We delivered a strategy that set out how this organisations business intelligence capabilities should be built out to support business growth and operational optimisation. The focus of this strategy became to identify how to unlock the value in editorial resources and to gain a better understanding of their competitiveness in the market.

This strategy was delivered in a document containing: synthesised research insights, recommendations and rationale for futurestate business architecture, priority areas and focus and, execution options to drive the strategy forward.

Framing the opportunity

Data has long been a weak point for this news organisation – and we both knew it. What we didn't know, however, was how to leverage data to grow in a market where competitors had a decade head start.

To address this, we split the program of work into two phases. The first was an initial scoping phase consisting of 15-20 in-depth stakeholder interviews. This was to properly assess the opportunity and design the necessary programme to create a long-term data strategy for the organisation.

“We don't have that data because of our culture of doing things on gut instinct”

“Going into a contract negotiation where our customers know far more about the use of our content than we do puts us in a very weak position”

“It’s become very 'seat of the pants' based on the years of experience. But I feel more in the dark than I ever did”

“Our organisation definitely undervalues having data experts in-house, we've been arguing about it for a long time”

“It’s like a plate of spaghetti. You have to have a real knowledge about how to connect all that and then you'll still be scratching your head”

“We don't have that data because of our culture of doing things on gut instinct”

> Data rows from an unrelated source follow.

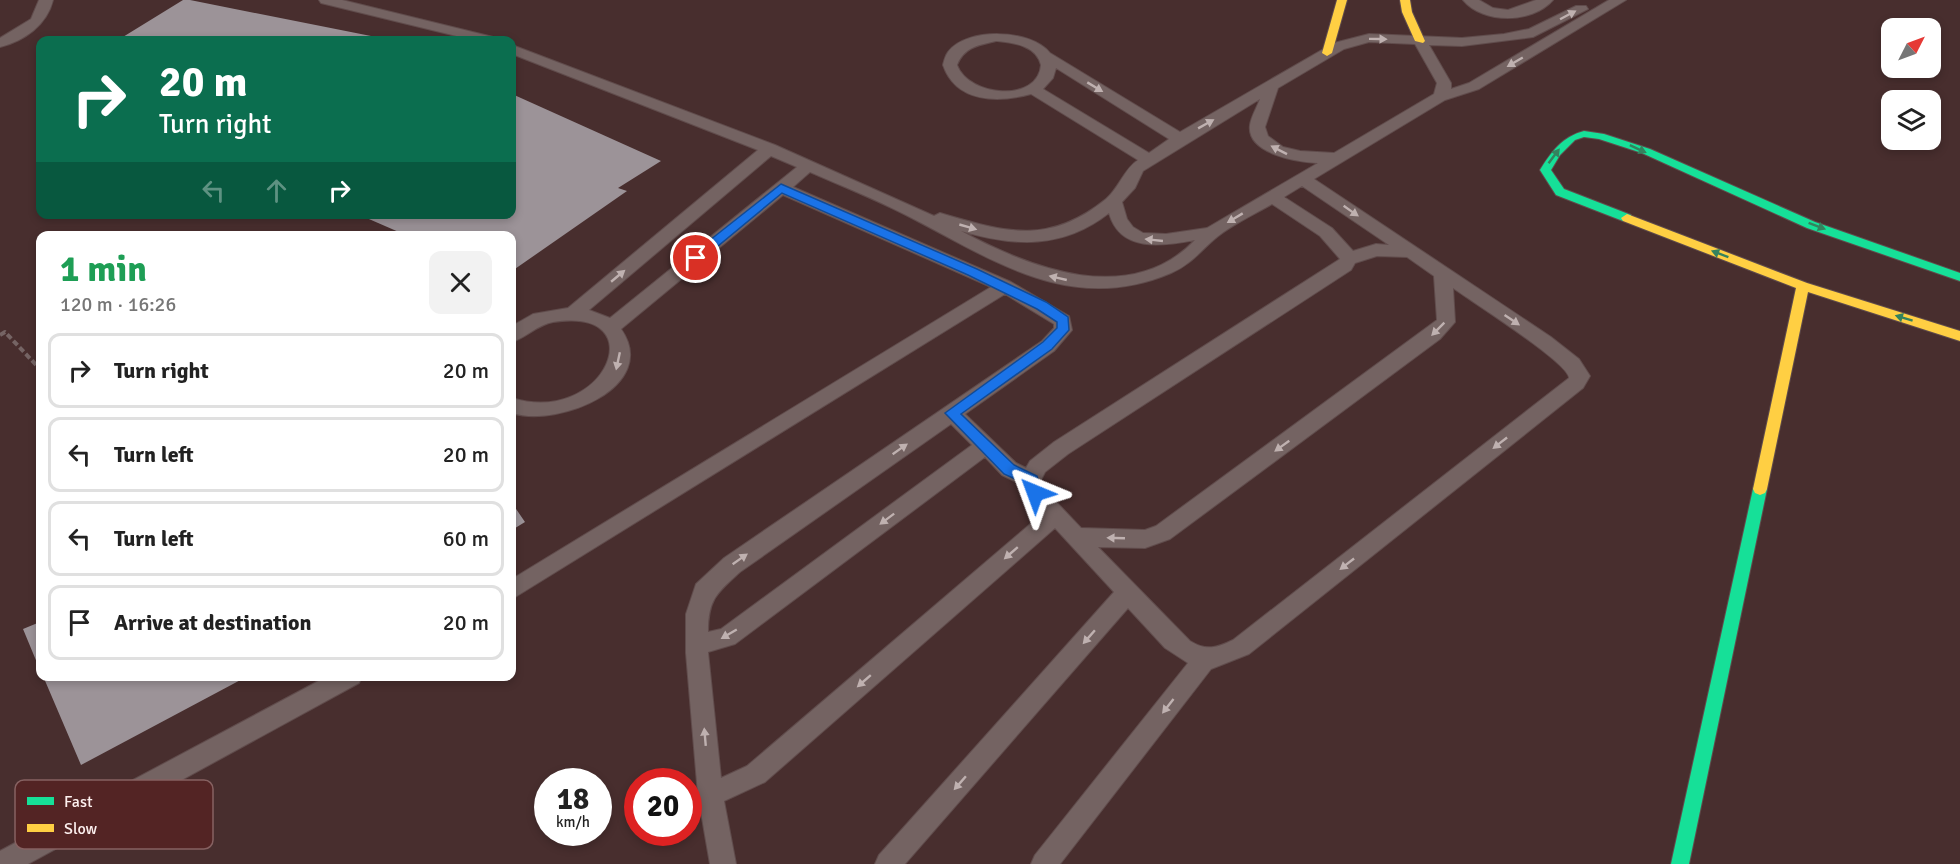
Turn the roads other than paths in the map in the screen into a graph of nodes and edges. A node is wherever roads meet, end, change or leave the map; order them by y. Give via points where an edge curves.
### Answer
1 (46, 0) edge
2 (326, 0) edge
3 (1342, 0) edge
4 (1405, 0) edge
5 (1470, 0) edge
6 (1546, 0) edge
7 (1596, 0) edge
8 (1619, 0) edge
9 (472, 36) edge
10 (1420, 41) junction
11 (0, 43) edge
12 (516, 51) edge
13 (1327, 53) junction
14 (1046, 56) junction
15 (1271, 88) junction
16 (1033, 89) junction
17 (1440, 97) junction
18 (1180, 139) junction
19 (770, 148) junction
20 (1336, 158) junction
21 (1149, 160) junction
22 (809, 165) junction
23 (1302, 178) junction
24 (781, 188) junction
25 (1272, 196) junction
26 (1114, 201) junction
27 (912, 212) junction
28 (1211, 232) junction
29 (1410, 252) junction
30 (1349, 259) junction
31 (1443, 274) junction
32 (1960, 277) edge
33 (1005, 286) junction
34 (1803, 286) junction
35 (573, 314) junction
36 (610, 328) junction
37 (516, 333) edge
38 (1960, 336) edge
39 (516, 407) edge
40 (952, 413) junction
41 (984, 447) junction
42 (1032, 480) junction
43 (1055, 515) junction
44 (1075, 537) junction
45 (516, 588) edge
46 (1127, 593) junction
47 (698, 645) junction
48 (1204, 660) junction
49 (342, 681) edge
50 (158, 780) edge
51 (710, 795) junction
52 (30, 849) edge
53 (8, 861) dead end
54 (723, 864) edge
55 (888, 864) edge
56 (1044, 864) edge
57 (1680, 864) edge

1 - 11 lane via 38,20
2 - 9 lane
3 - 13 street
4 - 10 street
5 - 6 lane via 1504,15 1528,10
10 -> 7 lane via 1487,41 1533,33
8 -> 17 lane via 1474,86
13 -> 10 lane via 1354,40
10 - 17 lane via 1444,83
12 - 19 lane
13 - 15 lane
14 - 16 lane via 1049,74
14 - 16 lane via 1026,42 996,37 968,44 951,58 952,77 972,91 1002,96
14 -> 18 lane
18 -> 15 lane
20 -> 15 lane via 1290,155 1264,141 1257,127
16 - 21 lane
17 - 20 lane
18 - 21 lane
19 - 22 lane
35 -> 19 lane
20 - 23 lane
21 - 26 lane via 1137,168
22 - 24 lane
22 - 27 lane
23 - 25 lane
23 -> 29 lane
24 - 33 lane
24 - 36 lane
25 -> 28 lane
25 - 30 lane via 1334,239
27 -> 26 lane via 991,234 1042,236 1084,224
28 -> 26 lane via 1173,240 1143,238 1121,225
28 -> 27 lane via 1202,245 1140,279 1097,284 1040,274 959,239
29 - 30 lane via 1376,250
29 - 31 lane
30 - 42 lane via 1345,266 1061,448 1037,467
31 -> 44 lane via 1446,322 1434,334 1163,532 1145,538
31 -> 48 lane via 1545,342 1581,376 1242,646 1221,658
34 -> 32 street via 1560,192 1545,170 1554,153 1571,138 1582,134 1622,141 1763,206
33 - 40 lane via 1063,321 1063,330 1048,346
33 - 45 lane
38 -> 34 street
34 - 57 street
35 - 36 lane via 600,320
35 - 37 lane via 542,318
36 -> 39 lane via 621,346 617,369 598,391 569,406 537,411
40 - 41 lane
47 -> 40 lane via 698,614 704,591 732,565
41 - 42 lane via 1009,470
41 -> 47 lane via 727,637
42 - 43 lane via 1035,493
43 - 44 lane
43 -> 51 lane via 756,774
44 - 46 lane
46 - 48 lane via 1173,641 1188,654
46 -> 55 lane
51 -> 47 lane
48 -> 56 lane
49 - 50 lane
51 - 54 lane
52 - 53 lane

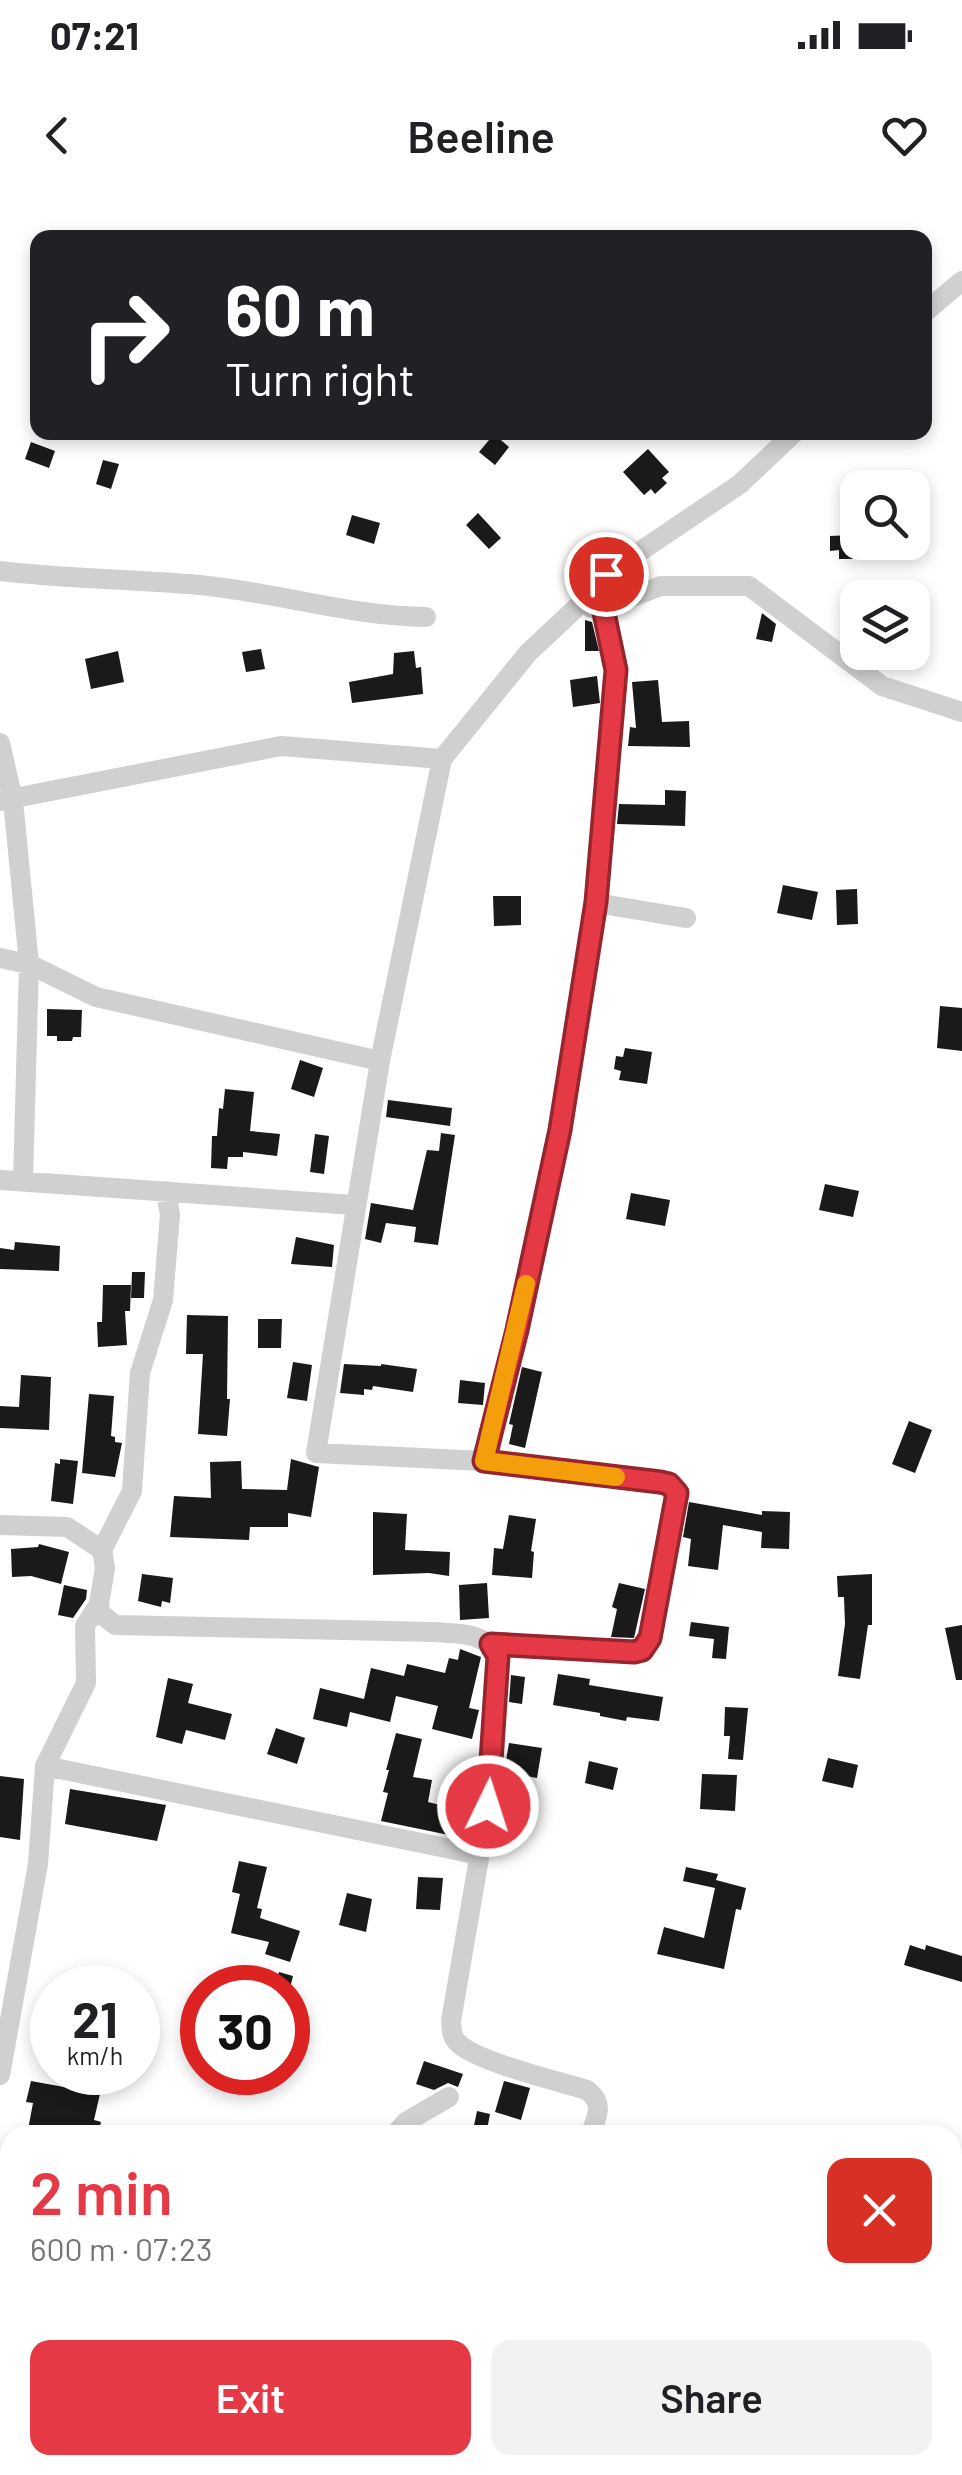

It was no surprise to find that this organisation's business intelligence capabilities lagged behind those of its peers and were far behind their most successful customers. The primary goal of the program became to identify which resources could be used for more valuable activities and, consequently, gain a better understanding of their market competitiveness.


Intense and frequent stakeholder workshops are always a pleasure. They are one of the best ways to continue to build better relationships with familiar faces, introduce yourself to some new ones, and do great work. The hypothesis workshops in this program proved to do just that. Conducted remotely (and in-person due to a very fortunately timed trip to New York), I facilitated these internal workshops with ‘stakeholder experts’ to identify the key ‘hypotheses’ about where BI can and should have the greatest impact on the organisation.

The workshops were framed to be in three years from now and focus on the six core areas of the business: competitiveness, commercial, strategy, editorial, organisation and culture. Stakeholders were prompted to leave today's situation at the door, ignore any historic frustrations and not use negatives like ‘we'll never do that' or ‘we tried that and it didn't work'.

For each core business area, we prompted stakeholders with a vision of the future and three questions that related to it. One of the best outcomes from these workshops was uncovering the notion that the organisation's path forward was more about expertise and people than technology. This was particularly surprising for some stakeholders to see, especially in a data strategy program where some may think technology is king.

A screenshot of the workshops Miro board

This program was very agile. Workshops overlapped interviews, synthesis was ongoing throughout, and we were always learning. Based on the themes emerging from the hypothesis-building workshops and drafts of strategic goals, the tracks of work for the next several years started to come together and inform the overall vision for the organisation's data strategy.


One of the biggest outcomes from this strategy project – aside from the roadmap for execution itself – was helping stakeholders realise the shift in mindset required by the organisation for them to successfully realise any opportunity that involved data.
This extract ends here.